Cordy: No, it involves being part of this school and having actual friends. Now, if it was [sic] about monsters, blood, and innards, then you'd be a shoo-in. I'd like to see you try to win the crown.
Buffy: You would? [Cordy sniffs.] Then you will.
Cordy: What does that mean?
Buffy: I'm gonna show you how it's done. I'm gonna run for Homecoming Queen and I'm going to win.
Cordy: This is starting to be sad.
Buffy: Sorry, Cordy, but you have no idea who you're messing with.
Cordy: What, the Slayer?
Buffy: I'm not talking about the Slayer. I'm talking about Buffy. You've awakened the prom queen within. And that crown is going to be mine.
The Bitch-O-Meter was at ten -- the domain of Bette Davis -- for that exchange.
Nice segue to Mr. Trick, giving a speech about the beauty of competition. His audience consists of Team Sprockets, an unidentified hunter-type human, Lyle Gorch (from "Bad Eggs") and a white-trash female vampire whom we soon learn are married to each other, and a yellow-skinned demon who, as Mr.

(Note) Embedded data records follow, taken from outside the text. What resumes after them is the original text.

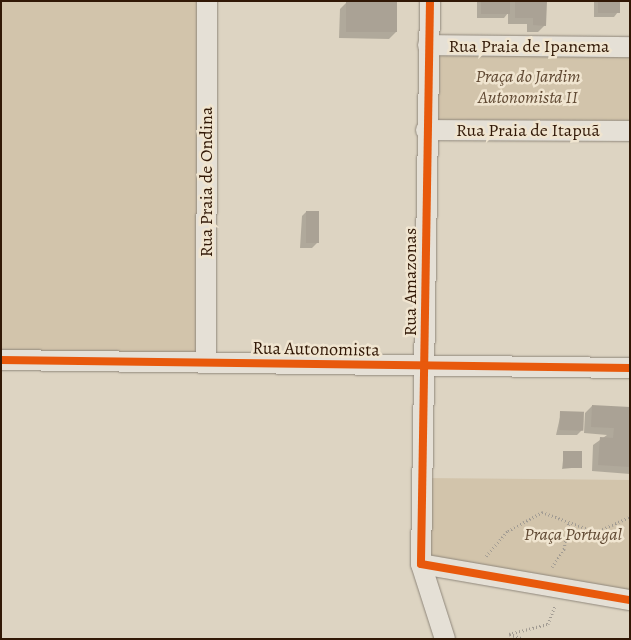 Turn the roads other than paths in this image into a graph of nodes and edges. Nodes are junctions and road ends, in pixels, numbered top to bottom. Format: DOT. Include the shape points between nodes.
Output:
graph roads {
  1 [pos="207,1"];
  2 [pos="430,1"];
  3 [pos="428,45"];
  4 [pos="630,46"];
  5 [pos="426,130"];
  6 [pos="630,130"];
  7 [pos="1,360"];
  8 [pos="206,362"];
  9 [pos="425,366"];
  10 [pos="630,368"];
  11 [pos="421,564"];
  12 [pos="630,600"];
  13 [pos="445,639"];
  1 -- 8 [label="street, Rua Praia de Ondina"];
  2 -- 3 [label="street, Rua Amazonas"];
  3 -- 4 [label="street, Rua Praia de Ipanema"];
  3 -- 5 [label="street, Rua Amazonas"];
  5 -- 6 [label="street, Rua Praia de Itapuã"];
  5 -- 9 [label="street, Rua Amazonas"];
  7 -- 8 [label="street, Rua Autonomista"];
  8 -- 9 [label="street, Rua Autonomista"];
  9 -- 10 [label="street, Rua Autonomista"];
  9 -- 11 [label="street, Rua Amazonas"];
  11 -- 12 [label="street"];
  11 -- 13 [label="street, Rua Amazonas"];
}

Trick describes it, has "spiny-lookin' head things. I ain't never seen that before." Me neither. Mr. Pitt rolls in, and Mr. Trick sucks on a lollipop, which cracks me up. He tells them that he knows, ostensibly through the surveillance efforts of Team Sprockets, that their targets, Buffy and Faith, will be together the next night for the hunt. He welcomes them all to "SlayerFest '98." Commercials.

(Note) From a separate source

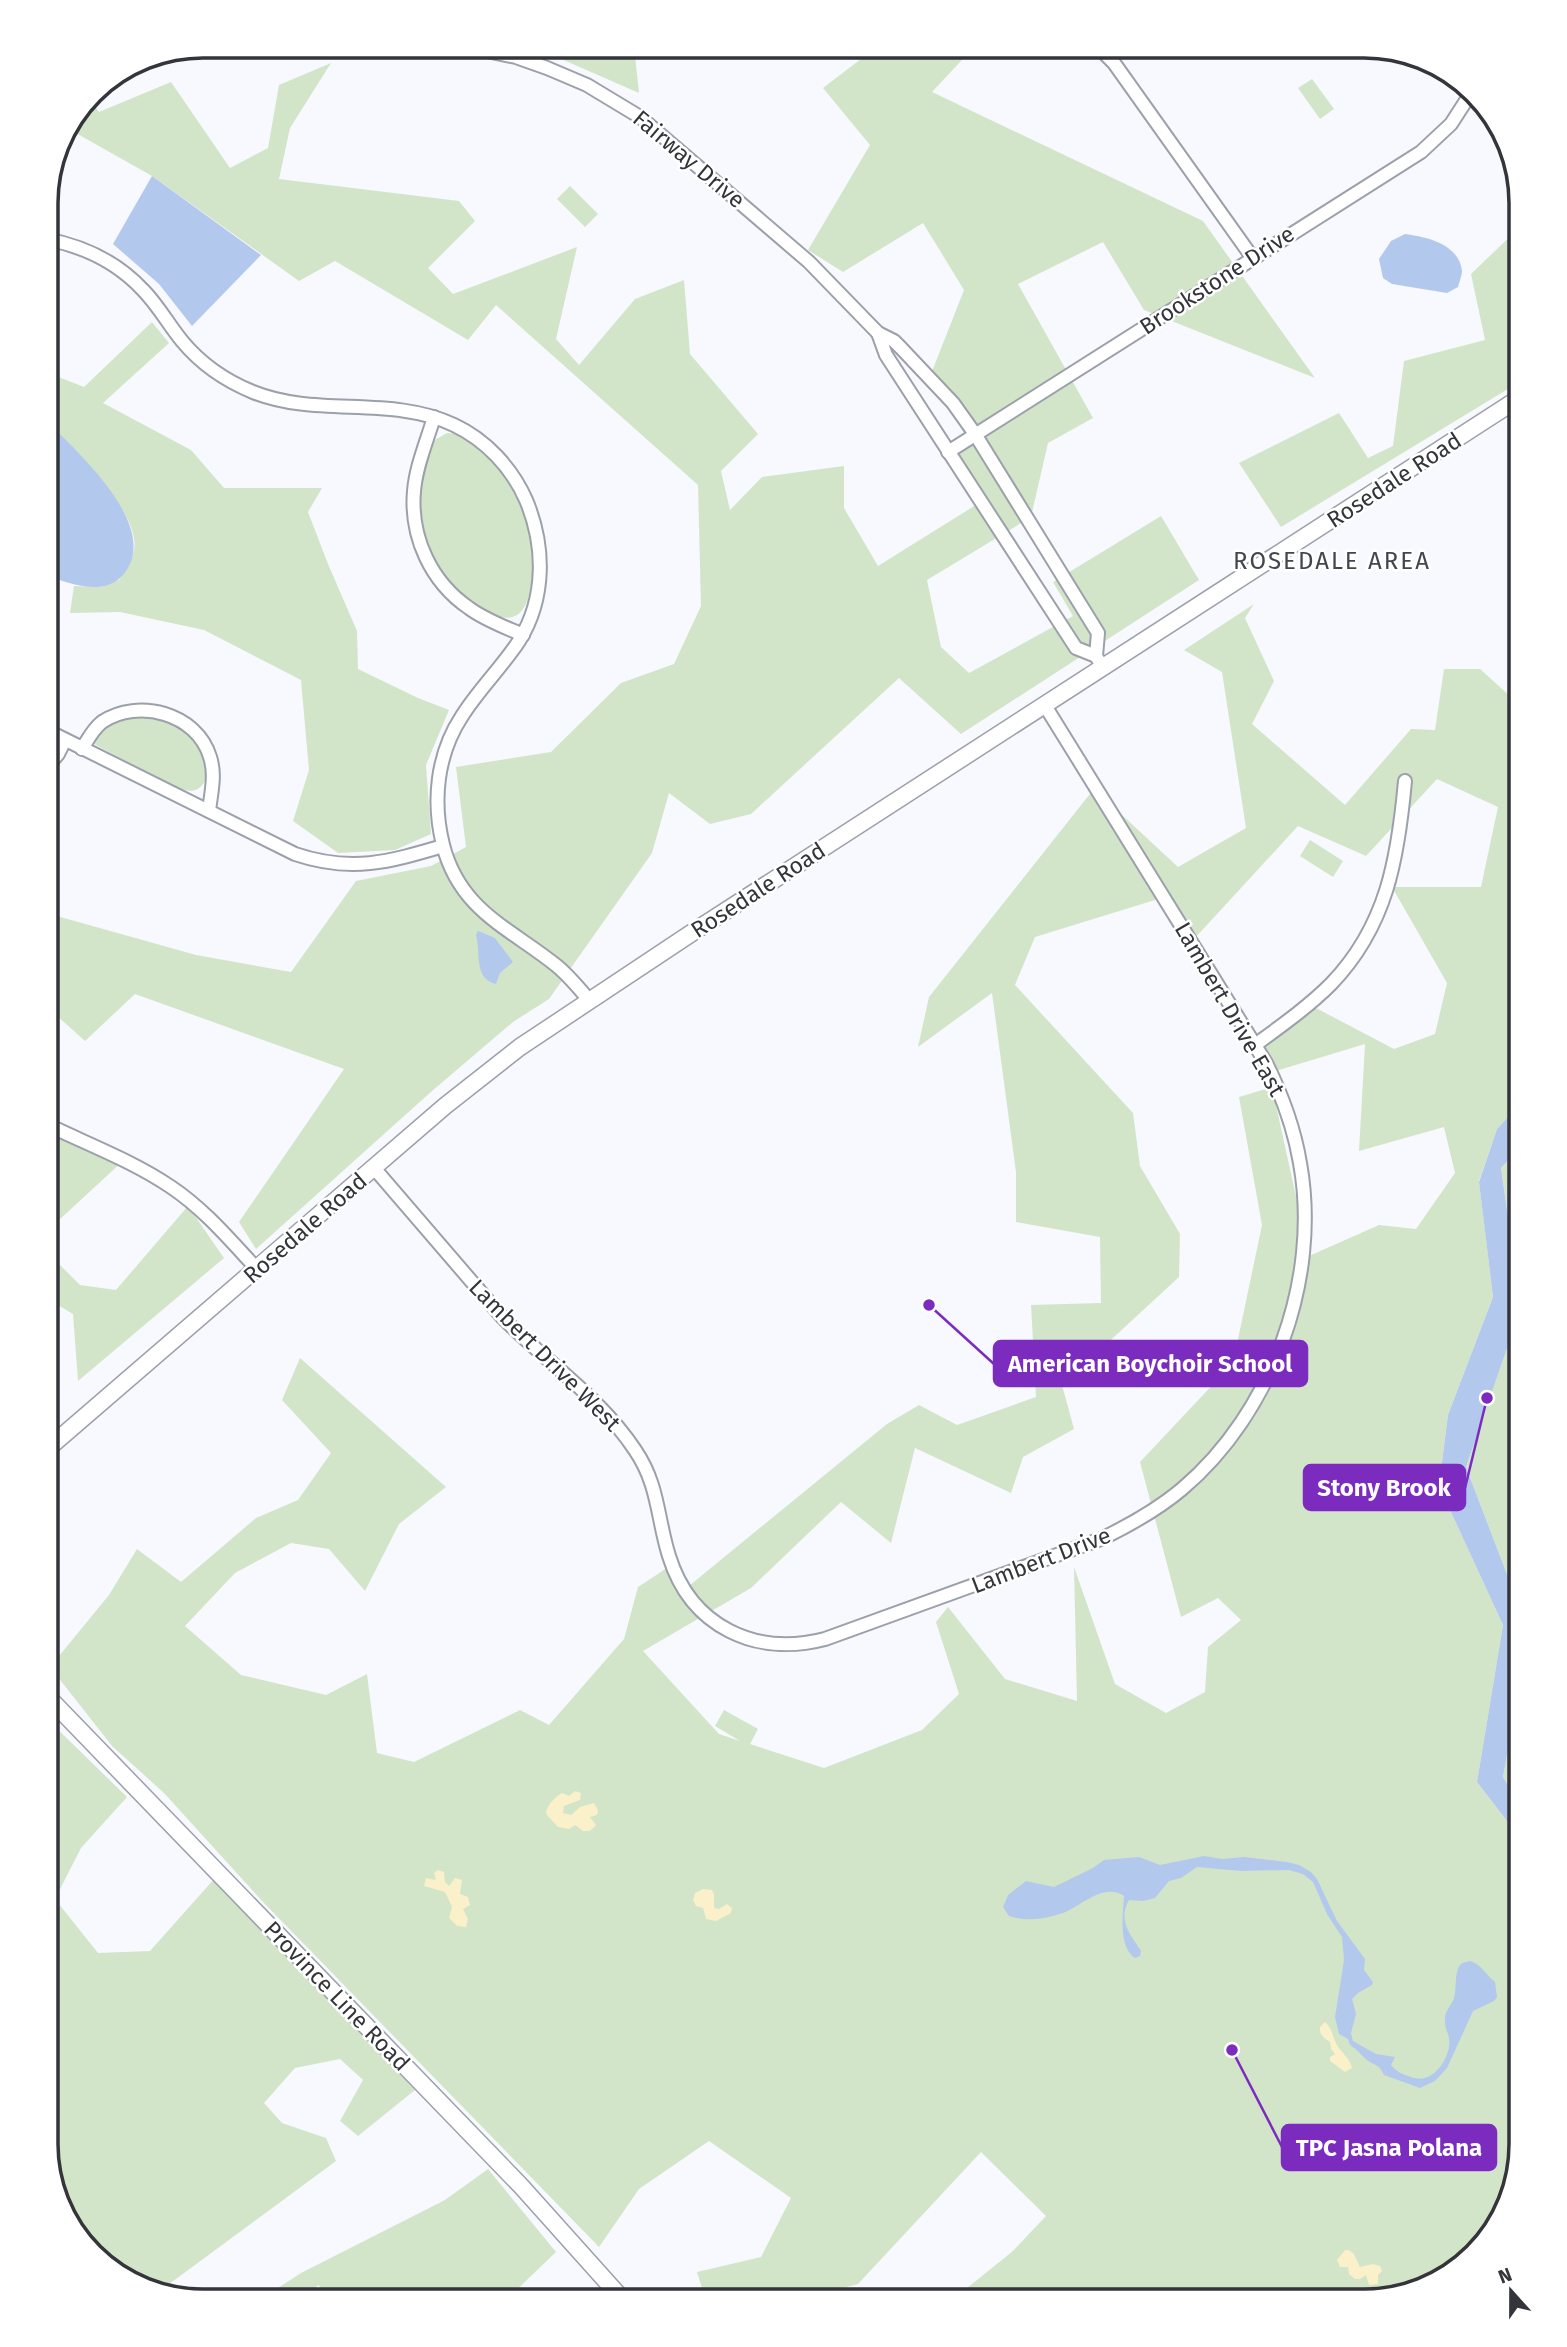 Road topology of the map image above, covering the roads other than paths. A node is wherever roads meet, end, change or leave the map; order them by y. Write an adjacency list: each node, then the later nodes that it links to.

Meet Joe Black. You know, I enjoy a shirtless Brad Pitt as much as the next person, but I don't think it was worth three hours of that drivel.

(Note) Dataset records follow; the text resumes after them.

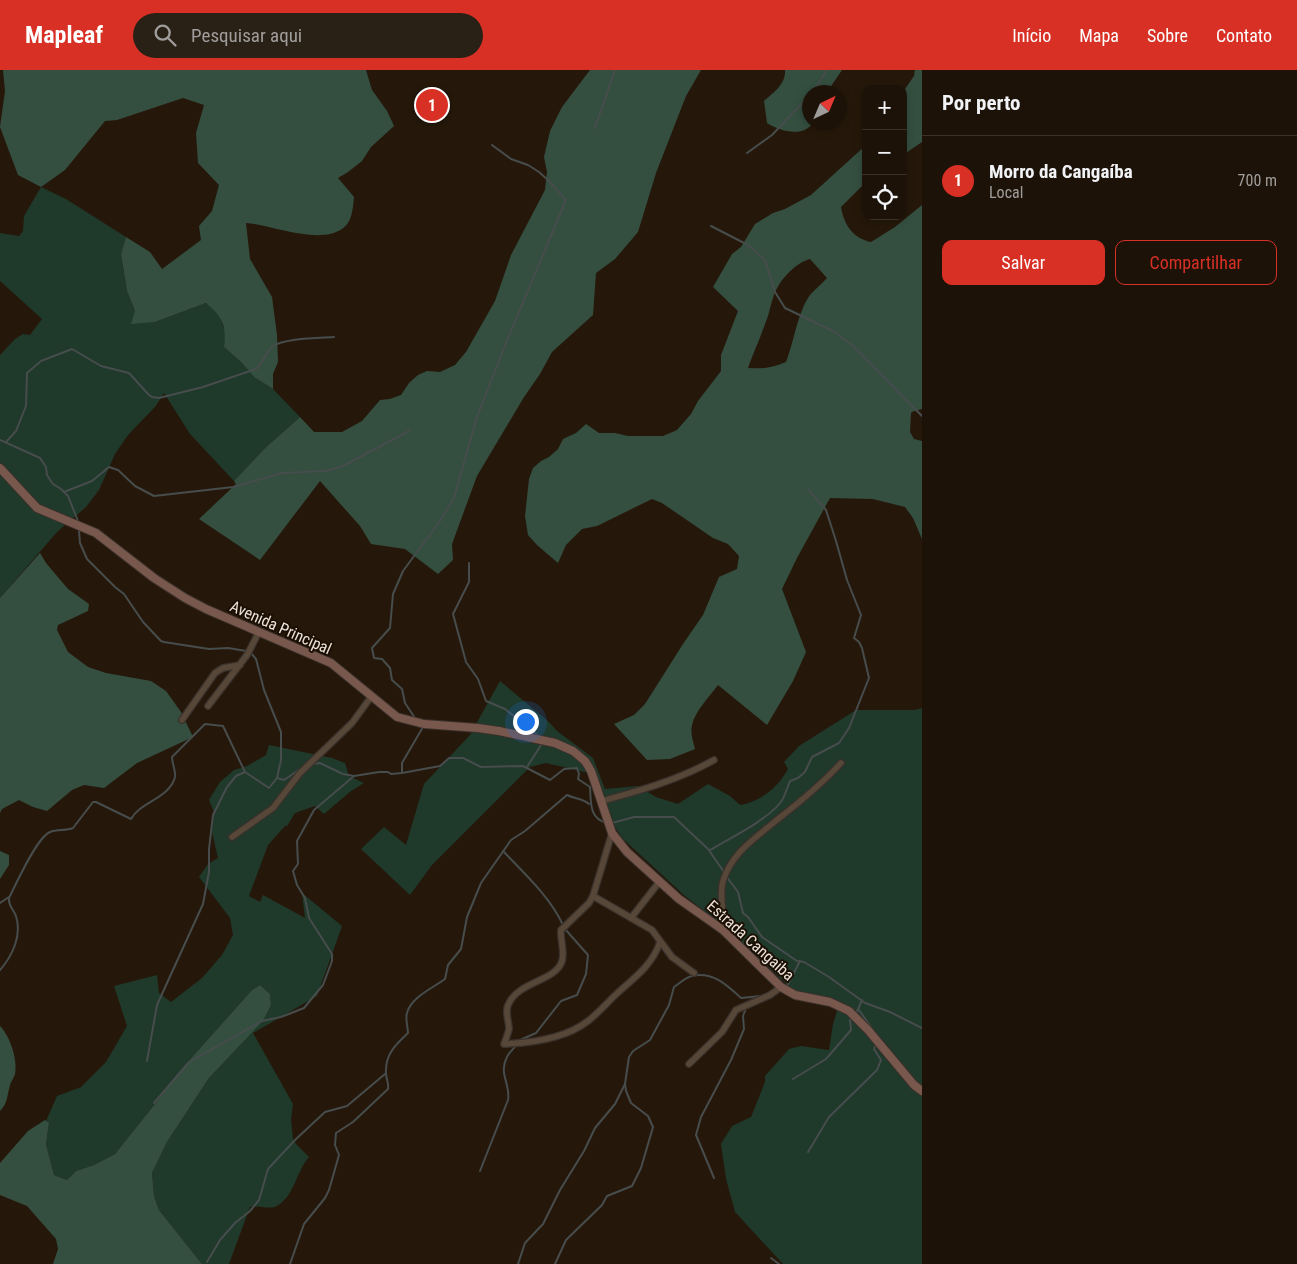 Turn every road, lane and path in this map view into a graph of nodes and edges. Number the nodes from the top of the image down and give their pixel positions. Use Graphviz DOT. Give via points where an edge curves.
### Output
graph roads {
  1 [pos="0,468"];
  2 [pos="259,632"];
  3 [pos="240,665"];
  4 [pos="371,696"];
  5 [pos="208,706"];
  6 [pos="182,720"];
  7 [pos="714,760"];
  8 [pos="841,763"];
  9 [pos="602,801"];
  10 [pos="612,833"];
  11 [pos="232,837"];
  12 [pos="660,881"];
  13 [pos="592,896"];
  14 [pos="630,918"];
  15 [pos="723,930"];
  16 [pos="660,942"];
  17 [pos="694,973"];
  18 [pos="781,987"];
  19 [pos="689,1064"];
  20 [pos="922,1091"];
  1 -- 2 [label="street, Avenida Principal" via="38,508 91,530 185,598"];
  2 -- 3 [label="street"];
  2 -- 4 [label="street, Avenida Principal" via="330,664"];
  3 -- 5 [label="street"];
  3 -- 6 [label="street" via="215,673"];
  4 -- 9 [label="street, Avenida Principal" via="393,714 412,722 478,728 565,746 589,766"];
  4 -- 11 [label="street" via="352,723 300,774 272,808"];
  7 -- 9 [label="street" via="690,774"];
  8 -- 15 [label="street" via="736,856 721,888"];
  9 -- 10 [label="street, Avenida Principal"];
  10 -- 12 [label="street, Estrada Cangaiba" via="627,852"];
  10 -- 13 [label="street"];
  12 -- 14 [label="street"];
  12 -- 15 [label="street, Estrada Cangaiba"];
  13 -- 14 [label="street"];
  13 -- 16 [label="street" via="561,930 563,956 560,965 524,987 508,1003 508,1030 504,1044 537,1041 582,1026 643,970"];
  14 -- 16 [label="street" via="652,930"];
  15 -- 18 [label="street, Estrada Cangaiba"];
  16 -- 17 [label="street" via="672,958"];
  18 -- 19 [label="street" via="736,1010 722,1032"];
  18 -- 20 [label="street, Estrada Cangaiba" via="795,995 830,1002 849,1011"];
}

Willow and Xander, at her house. He's donning his cousin's tux, and she's trying on different outfits behind one of those Japanese screens. Her first selection is a dark red blouse and a white skirt. She looks good. Xander: "Nice." Lisa Loeb's "How" is playing throughout this scene. You know, when I think of Lisa Loeb, the word that comes to mind is not "how," but "why," as in "Why the hell did she have to subject us to the video for 'Stay' where she's skipping around that loft?" Sorry, but if I have to revisit that image, then so do you. And not a word out of you, Bitch-O-Meter. All that being said, the song really works for the scene. Willow's second choice is a brown ensemble that manages to be both nondescript and ugly. Xander: "Nice." She sees he's having trouble with his bow tie, and ties it for him as they wax nostalgic about their eighth grade cotillion. They ask each other how far they've been with their respective significant others, but neither one tells. As Xander finishes buttoning his vest and putting on his jacket, Willow emerges wearing a full-length black dress. She trails off when she sees him, and he draws a sharp breath when he sees her. He looks stunning, and I'm not normally a fan. Same goes for her. She asks what he thinks, then says, "I know. Nice." He corrects her that she looks gorgeous. The sexual tension starts to build. Willow worries about her dancing ability, which is Xander's cue to take her hands, ballroom-style. It's now a foregone conclusion that they'll kiss, and they do, slowly and passionately. They then pull away and start a spazfest, agreeing that the kiss was a "clothes fluke," and spaz some more before almost kissing again. Xander says they have to get out of the clothes. Realizing the innuendo, they spaz yet again and run away from each other to change.